Extracted material =>
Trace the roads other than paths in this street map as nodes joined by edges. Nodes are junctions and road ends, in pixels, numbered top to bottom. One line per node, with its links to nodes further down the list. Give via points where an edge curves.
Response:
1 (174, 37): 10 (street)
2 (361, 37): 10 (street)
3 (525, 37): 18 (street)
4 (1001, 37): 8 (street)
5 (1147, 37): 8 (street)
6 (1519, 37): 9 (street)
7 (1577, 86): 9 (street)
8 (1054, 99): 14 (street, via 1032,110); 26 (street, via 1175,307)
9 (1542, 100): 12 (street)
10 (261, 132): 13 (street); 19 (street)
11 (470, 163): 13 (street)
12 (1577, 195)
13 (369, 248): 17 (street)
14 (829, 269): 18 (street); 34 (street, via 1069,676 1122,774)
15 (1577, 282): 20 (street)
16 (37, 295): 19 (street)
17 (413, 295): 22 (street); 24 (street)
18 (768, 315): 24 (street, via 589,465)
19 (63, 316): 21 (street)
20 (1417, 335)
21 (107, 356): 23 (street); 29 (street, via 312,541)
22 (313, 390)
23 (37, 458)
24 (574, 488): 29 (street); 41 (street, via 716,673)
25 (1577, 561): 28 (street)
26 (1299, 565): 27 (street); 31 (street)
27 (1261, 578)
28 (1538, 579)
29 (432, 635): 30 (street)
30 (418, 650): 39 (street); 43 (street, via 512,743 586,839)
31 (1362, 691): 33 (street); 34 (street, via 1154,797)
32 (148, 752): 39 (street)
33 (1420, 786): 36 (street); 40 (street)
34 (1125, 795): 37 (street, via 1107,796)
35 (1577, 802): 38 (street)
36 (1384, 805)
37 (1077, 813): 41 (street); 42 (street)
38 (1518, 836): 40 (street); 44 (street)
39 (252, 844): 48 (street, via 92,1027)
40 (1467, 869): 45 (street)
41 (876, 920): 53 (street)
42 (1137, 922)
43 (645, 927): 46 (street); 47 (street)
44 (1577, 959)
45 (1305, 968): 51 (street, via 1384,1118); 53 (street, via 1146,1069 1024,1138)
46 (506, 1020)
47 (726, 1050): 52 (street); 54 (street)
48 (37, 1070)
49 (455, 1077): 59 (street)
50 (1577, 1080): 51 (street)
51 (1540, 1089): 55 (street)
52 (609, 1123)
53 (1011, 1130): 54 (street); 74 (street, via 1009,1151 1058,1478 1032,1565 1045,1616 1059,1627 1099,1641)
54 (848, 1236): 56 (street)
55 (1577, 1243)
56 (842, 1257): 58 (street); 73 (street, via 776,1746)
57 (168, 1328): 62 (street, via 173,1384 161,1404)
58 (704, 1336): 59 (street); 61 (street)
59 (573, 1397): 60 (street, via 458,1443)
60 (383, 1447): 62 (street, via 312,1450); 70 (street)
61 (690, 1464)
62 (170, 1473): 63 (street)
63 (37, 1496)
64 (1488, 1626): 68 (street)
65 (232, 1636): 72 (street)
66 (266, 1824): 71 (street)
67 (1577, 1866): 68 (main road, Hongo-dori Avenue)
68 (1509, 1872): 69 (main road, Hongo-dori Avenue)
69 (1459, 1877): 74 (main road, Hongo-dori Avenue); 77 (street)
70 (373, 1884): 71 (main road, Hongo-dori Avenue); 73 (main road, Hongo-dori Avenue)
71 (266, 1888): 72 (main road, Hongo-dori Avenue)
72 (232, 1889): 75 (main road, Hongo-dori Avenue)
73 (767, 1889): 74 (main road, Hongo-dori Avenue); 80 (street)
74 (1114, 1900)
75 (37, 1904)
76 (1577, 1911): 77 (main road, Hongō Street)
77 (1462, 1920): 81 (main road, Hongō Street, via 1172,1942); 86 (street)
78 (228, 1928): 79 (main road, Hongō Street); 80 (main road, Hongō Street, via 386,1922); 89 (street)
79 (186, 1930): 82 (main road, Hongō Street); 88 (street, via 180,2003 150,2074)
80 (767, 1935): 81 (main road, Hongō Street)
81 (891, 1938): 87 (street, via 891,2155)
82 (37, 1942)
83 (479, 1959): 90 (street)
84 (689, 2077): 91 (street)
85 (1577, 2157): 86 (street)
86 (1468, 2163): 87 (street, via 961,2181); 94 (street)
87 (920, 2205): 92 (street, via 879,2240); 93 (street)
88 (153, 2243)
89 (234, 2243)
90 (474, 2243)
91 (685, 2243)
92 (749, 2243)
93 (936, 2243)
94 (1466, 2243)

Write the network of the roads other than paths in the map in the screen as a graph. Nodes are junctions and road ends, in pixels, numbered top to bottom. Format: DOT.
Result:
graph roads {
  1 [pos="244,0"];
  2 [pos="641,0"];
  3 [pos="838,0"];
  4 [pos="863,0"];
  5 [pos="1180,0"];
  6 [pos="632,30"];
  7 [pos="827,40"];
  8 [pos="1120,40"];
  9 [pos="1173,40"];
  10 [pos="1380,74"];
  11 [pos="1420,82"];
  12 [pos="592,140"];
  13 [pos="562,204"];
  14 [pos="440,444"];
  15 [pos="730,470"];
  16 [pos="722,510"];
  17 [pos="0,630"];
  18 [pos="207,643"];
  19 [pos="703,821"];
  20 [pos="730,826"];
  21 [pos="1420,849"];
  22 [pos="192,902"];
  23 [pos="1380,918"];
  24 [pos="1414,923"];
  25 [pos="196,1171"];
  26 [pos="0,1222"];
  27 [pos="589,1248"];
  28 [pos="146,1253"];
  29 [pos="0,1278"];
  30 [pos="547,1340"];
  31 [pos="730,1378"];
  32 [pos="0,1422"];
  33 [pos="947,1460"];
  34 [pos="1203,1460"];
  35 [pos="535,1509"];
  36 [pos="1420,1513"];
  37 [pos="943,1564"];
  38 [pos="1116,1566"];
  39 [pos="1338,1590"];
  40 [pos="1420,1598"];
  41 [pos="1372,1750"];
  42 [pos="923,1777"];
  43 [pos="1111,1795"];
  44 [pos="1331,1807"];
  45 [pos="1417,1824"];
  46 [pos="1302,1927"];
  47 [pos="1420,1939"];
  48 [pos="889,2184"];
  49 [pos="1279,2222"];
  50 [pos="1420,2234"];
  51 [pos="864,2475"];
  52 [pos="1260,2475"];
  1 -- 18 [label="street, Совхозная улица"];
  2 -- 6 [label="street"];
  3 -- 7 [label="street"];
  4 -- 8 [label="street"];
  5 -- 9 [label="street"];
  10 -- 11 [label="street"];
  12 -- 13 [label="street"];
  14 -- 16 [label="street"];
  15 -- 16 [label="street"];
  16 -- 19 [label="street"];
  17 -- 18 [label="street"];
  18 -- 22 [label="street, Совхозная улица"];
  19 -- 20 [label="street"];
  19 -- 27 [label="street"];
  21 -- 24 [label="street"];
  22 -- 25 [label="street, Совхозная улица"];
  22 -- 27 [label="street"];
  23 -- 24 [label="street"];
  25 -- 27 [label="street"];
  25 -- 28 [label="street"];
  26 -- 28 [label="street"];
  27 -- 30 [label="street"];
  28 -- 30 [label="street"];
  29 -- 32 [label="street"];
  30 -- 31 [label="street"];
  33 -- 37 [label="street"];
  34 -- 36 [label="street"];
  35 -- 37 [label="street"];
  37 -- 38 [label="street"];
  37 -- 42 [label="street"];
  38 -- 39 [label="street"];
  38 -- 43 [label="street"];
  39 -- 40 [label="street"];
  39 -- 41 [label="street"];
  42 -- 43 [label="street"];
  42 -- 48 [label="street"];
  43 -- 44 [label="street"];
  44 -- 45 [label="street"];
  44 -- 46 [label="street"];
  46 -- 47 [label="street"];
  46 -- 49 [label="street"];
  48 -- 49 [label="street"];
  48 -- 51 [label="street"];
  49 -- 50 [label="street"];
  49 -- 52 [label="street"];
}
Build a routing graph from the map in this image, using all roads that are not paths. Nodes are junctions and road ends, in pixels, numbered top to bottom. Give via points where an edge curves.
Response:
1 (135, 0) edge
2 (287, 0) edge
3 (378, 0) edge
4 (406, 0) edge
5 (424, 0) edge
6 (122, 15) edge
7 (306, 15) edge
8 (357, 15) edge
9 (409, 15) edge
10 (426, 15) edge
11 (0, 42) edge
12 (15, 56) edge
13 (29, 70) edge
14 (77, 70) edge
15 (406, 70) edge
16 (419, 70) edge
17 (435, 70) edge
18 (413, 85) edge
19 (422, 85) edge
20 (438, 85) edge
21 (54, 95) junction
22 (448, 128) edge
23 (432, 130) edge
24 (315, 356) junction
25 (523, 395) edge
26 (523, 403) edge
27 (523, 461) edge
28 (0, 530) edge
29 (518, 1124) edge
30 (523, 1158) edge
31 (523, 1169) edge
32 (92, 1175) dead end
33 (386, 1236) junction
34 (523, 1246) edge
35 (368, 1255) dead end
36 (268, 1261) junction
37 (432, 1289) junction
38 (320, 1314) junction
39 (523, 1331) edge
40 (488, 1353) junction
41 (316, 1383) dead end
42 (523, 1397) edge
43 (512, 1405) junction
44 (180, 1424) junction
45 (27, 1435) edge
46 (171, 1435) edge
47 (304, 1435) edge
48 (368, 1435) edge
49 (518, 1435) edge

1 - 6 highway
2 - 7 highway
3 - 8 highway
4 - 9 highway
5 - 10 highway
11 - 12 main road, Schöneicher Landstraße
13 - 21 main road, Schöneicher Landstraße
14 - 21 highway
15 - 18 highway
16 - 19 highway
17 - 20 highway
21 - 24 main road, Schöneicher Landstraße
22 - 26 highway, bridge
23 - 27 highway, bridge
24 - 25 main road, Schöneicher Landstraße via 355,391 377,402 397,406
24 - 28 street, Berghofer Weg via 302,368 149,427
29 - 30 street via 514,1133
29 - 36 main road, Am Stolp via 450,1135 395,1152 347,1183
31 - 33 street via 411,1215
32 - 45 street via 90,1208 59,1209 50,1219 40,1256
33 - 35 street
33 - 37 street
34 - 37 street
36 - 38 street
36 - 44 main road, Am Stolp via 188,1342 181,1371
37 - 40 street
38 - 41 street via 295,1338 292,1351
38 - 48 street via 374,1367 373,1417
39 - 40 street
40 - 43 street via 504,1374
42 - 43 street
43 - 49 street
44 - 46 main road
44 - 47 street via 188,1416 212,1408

Exercise aim => Find and copy every line in the entries above where the string "points" occurs.

Output for this task =>
Trace the roads other than paths in this street map as nodes joined by edges. Nodes are junctions and road ends, in pixels, numbered top to bottom. One line per node, with its links to nodes further down the list. Give via points where an edge curves.
Build a routing graph from the map in this image, using all roads that are not paths. Nodes are junctions and road ends, in pixels, numbered top to bottom. Give via points where an edge curves.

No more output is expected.